> Aim of the exercise
From the data below, return each line in which the string "Give" is found.

> Records for the exercise
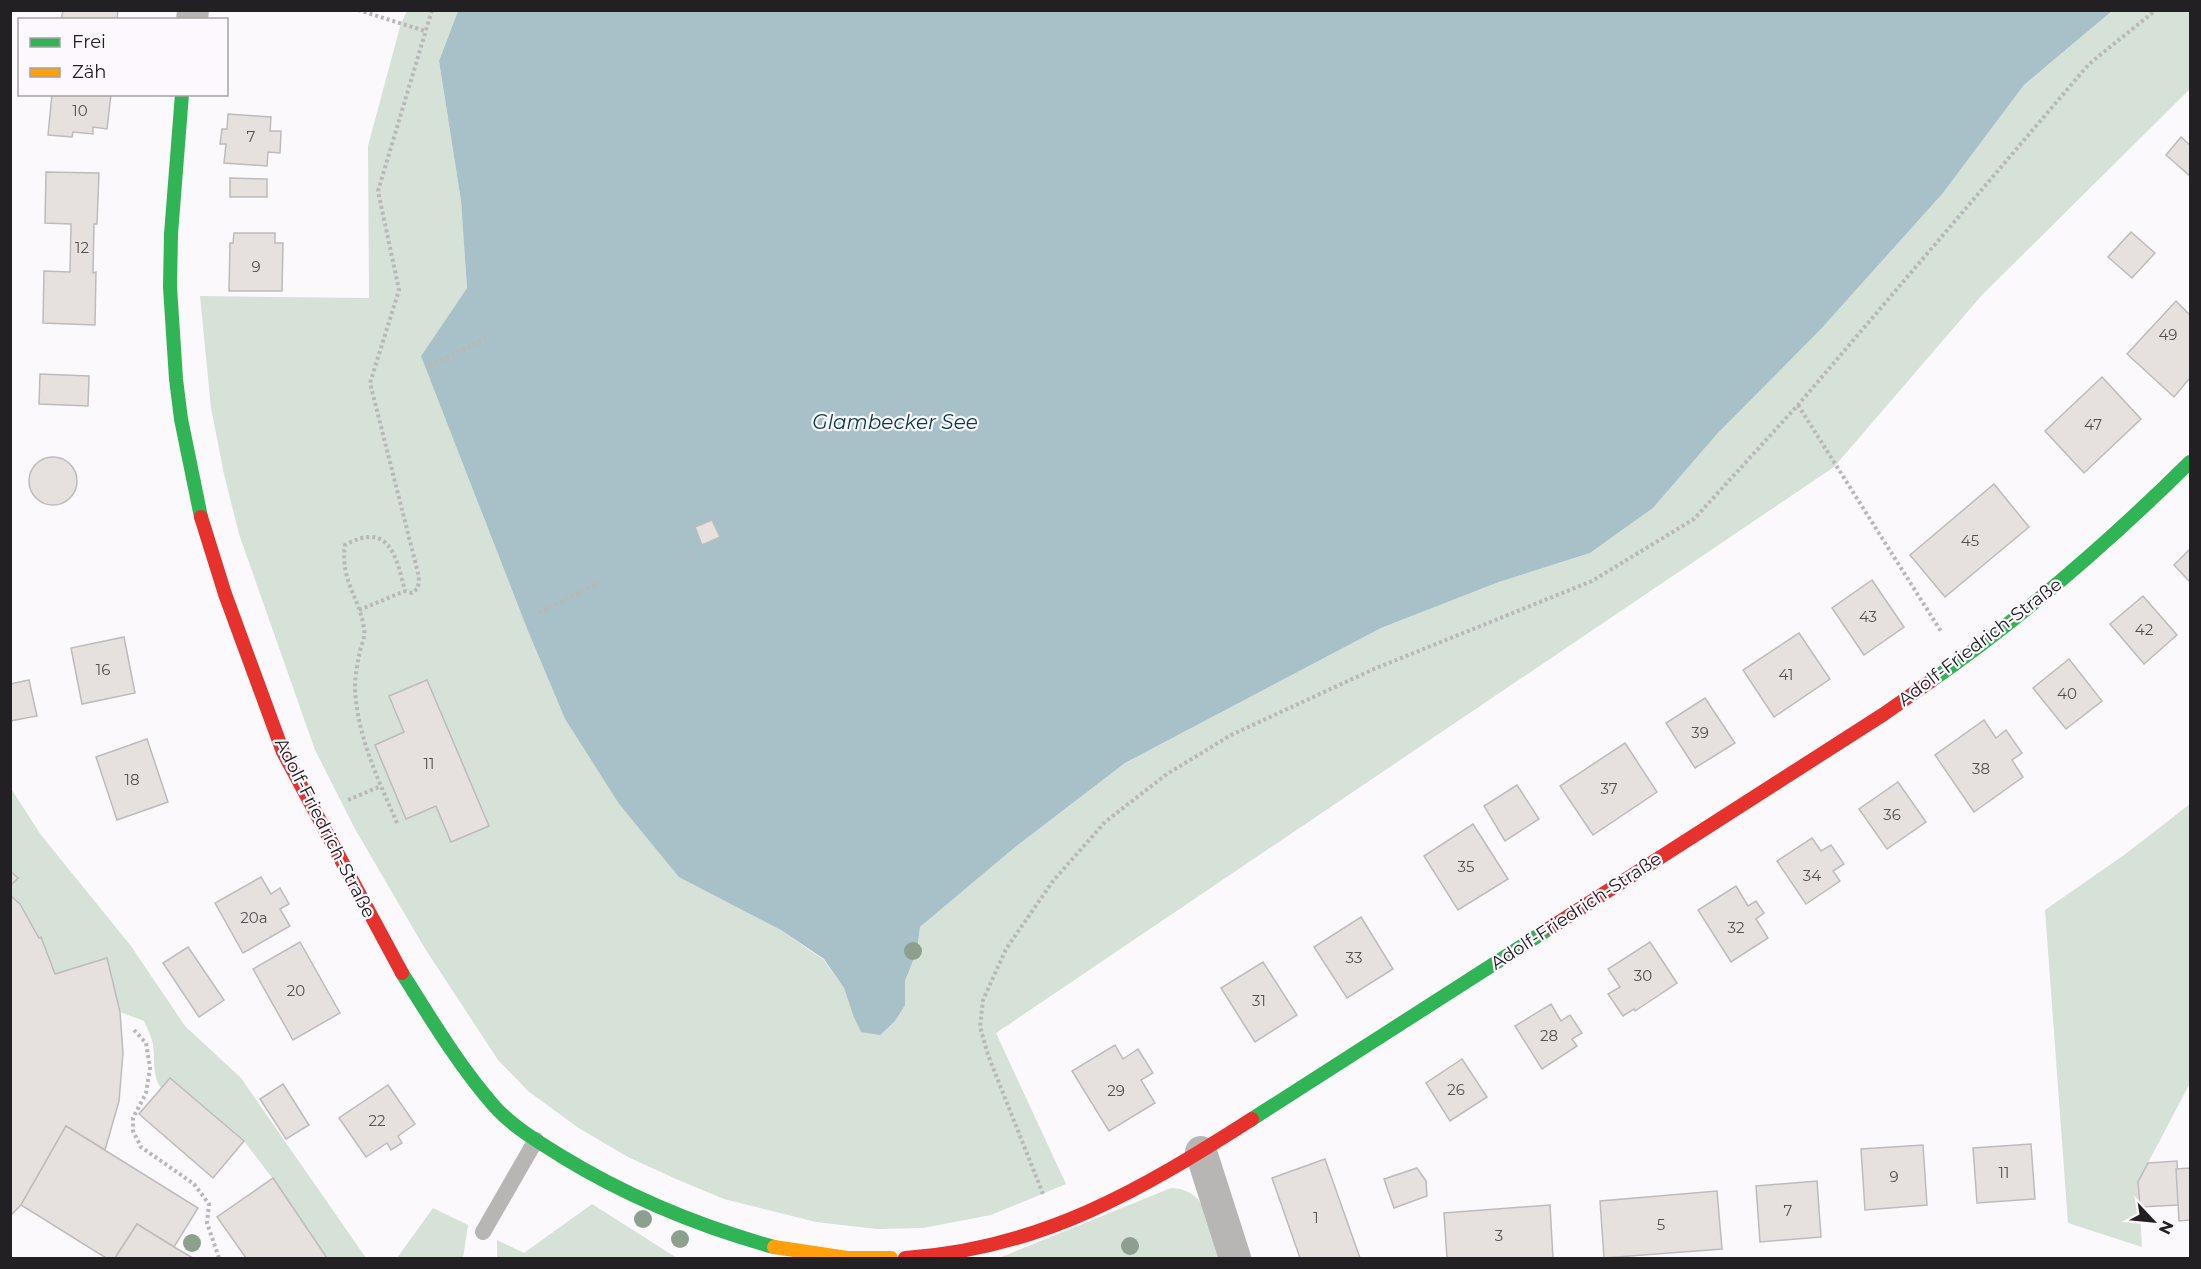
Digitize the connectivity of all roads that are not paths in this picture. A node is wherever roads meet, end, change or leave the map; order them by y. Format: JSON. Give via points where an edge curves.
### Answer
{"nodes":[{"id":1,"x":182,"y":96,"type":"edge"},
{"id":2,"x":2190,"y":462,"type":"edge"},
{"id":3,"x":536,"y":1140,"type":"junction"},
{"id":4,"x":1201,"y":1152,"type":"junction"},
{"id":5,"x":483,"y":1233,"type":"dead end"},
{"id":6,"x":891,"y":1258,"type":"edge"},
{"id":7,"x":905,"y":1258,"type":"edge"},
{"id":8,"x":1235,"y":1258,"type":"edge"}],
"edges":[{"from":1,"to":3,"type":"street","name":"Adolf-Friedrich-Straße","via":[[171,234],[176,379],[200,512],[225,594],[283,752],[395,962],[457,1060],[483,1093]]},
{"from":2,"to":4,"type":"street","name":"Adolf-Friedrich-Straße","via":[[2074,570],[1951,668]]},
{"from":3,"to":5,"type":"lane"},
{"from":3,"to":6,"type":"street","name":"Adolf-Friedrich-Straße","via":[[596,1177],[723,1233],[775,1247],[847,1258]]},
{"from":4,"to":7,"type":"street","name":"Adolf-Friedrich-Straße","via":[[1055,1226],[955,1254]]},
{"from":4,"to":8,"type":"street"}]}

---

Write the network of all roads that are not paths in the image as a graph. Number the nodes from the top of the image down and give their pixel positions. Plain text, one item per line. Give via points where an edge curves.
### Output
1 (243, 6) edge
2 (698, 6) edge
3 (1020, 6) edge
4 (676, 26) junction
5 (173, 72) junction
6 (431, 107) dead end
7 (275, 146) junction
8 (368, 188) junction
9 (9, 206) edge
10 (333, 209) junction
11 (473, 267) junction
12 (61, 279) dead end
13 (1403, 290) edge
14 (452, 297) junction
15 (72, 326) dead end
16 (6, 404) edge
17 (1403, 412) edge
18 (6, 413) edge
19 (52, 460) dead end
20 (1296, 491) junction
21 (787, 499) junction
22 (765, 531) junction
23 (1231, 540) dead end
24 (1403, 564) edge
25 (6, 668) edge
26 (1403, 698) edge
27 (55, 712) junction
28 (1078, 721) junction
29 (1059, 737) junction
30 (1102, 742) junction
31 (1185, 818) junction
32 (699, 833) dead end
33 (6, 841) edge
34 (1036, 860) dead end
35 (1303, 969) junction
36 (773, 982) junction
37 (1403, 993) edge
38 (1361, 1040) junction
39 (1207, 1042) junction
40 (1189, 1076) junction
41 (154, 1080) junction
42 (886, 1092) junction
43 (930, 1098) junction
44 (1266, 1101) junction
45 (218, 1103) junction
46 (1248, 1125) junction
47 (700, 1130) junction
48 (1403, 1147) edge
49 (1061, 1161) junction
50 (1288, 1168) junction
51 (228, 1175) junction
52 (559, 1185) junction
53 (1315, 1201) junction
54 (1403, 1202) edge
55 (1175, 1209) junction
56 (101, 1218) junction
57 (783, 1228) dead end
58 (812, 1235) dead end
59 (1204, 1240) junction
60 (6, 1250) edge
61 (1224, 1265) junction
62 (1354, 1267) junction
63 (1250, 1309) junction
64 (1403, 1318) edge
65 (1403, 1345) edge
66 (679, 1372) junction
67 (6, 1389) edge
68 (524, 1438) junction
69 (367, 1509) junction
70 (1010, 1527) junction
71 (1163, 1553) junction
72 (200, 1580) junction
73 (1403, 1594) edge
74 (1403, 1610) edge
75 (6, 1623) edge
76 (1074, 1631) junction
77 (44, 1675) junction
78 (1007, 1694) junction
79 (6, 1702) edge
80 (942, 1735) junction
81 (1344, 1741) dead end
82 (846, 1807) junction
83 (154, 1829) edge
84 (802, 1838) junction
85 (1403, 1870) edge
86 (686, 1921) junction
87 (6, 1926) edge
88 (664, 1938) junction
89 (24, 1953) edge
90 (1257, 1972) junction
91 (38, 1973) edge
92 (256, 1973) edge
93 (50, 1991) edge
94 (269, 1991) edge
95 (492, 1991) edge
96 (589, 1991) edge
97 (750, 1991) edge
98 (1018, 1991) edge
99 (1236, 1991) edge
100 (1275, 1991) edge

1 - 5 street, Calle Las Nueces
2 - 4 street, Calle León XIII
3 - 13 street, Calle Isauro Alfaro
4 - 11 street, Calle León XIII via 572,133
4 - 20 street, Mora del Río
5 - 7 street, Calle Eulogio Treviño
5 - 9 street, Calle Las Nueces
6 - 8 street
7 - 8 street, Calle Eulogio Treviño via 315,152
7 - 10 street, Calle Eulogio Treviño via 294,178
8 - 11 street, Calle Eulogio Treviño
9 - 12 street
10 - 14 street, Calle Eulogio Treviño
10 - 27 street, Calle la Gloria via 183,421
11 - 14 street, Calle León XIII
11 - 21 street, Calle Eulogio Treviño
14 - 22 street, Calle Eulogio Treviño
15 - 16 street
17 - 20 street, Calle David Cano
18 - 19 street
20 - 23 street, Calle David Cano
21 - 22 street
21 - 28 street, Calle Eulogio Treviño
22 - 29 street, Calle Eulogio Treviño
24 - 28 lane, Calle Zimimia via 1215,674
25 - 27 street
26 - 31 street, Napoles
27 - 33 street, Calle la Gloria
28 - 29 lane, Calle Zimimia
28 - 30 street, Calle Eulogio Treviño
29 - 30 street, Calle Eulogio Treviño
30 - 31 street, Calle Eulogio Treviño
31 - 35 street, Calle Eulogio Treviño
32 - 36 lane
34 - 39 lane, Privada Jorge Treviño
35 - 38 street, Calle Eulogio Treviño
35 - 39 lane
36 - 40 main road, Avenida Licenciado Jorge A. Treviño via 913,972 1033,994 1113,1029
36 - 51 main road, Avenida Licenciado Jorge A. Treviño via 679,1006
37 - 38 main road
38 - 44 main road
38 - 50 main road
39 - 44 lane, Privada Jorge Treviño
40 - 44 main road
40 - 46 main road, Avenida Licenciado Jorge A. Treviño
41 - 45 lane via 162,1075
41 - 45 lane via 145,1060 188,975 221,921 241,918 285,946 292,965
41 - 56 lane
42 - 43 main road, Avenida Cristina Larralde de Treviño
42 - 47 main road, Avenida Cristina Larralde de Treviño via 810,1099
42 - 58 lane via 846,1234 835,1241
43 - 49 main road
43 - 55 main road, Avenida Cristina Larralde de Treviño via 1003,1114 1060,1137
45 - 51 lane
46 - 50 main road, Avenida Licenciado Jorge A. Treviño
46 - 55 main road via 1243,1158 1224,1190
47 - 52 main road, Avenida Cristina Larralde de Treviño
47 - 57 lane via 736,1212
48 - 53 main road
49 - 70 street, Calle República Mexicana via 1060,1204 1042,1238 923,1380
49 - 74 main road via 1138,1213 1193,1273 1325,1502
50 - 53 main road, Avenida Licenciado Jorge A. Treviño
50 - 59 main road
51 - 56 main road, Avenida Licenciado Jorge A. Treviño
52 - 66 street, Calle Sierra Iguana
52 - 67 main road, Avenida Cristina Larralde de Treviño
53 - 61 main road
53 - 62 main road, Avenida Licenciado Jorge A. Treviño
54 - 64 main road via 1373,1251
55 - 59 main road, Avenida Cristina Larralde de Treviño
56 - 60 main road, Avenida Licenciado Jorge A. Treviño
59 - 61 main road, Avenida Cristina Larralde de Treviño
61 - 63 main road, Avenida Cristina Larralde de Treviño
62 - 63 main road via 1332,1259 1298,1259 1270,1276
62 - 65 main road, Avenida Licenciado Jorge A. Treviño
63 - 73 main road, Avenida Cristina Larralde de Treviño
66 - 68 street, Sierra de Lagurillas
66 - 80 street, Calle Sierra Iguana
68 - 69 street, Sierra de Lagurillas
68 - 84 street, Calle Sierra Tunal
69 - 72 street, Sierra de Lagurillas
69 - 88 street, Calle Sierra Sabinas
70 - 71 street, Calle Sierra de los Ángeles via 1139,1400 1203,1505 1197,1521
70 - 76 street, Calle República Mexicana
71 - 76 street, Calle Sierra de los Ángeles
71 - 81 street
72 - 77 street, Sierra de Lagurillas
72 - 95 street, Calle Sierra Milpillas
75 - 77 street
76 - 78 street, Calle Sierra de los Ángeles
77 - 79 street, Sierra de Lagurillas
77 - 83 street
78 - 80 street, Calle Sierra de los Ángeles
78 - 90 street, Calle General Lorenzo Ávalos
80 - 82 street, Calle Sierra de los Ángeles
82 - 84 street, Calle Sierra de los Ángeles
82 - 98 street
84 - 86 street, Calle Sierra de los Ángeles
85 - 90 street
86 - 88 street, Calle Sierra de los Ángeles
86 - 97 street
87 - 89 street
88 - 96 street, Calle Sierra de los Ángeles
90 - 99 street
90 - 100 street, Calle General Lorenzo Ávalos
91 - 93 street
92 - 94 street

> Completed task
Digitize the connectivity of all roads that are not paths in this picture. A node is wherever roads meet, end, change or leave the map; order them by y. Format: JSON. Give via points where an edge curves.
Write the network of all roads that are not paths in the image as a graph. Number the nodes from the top of the image down and give their pixel positions. Plain text, one item per line. Give via points where an edge curves.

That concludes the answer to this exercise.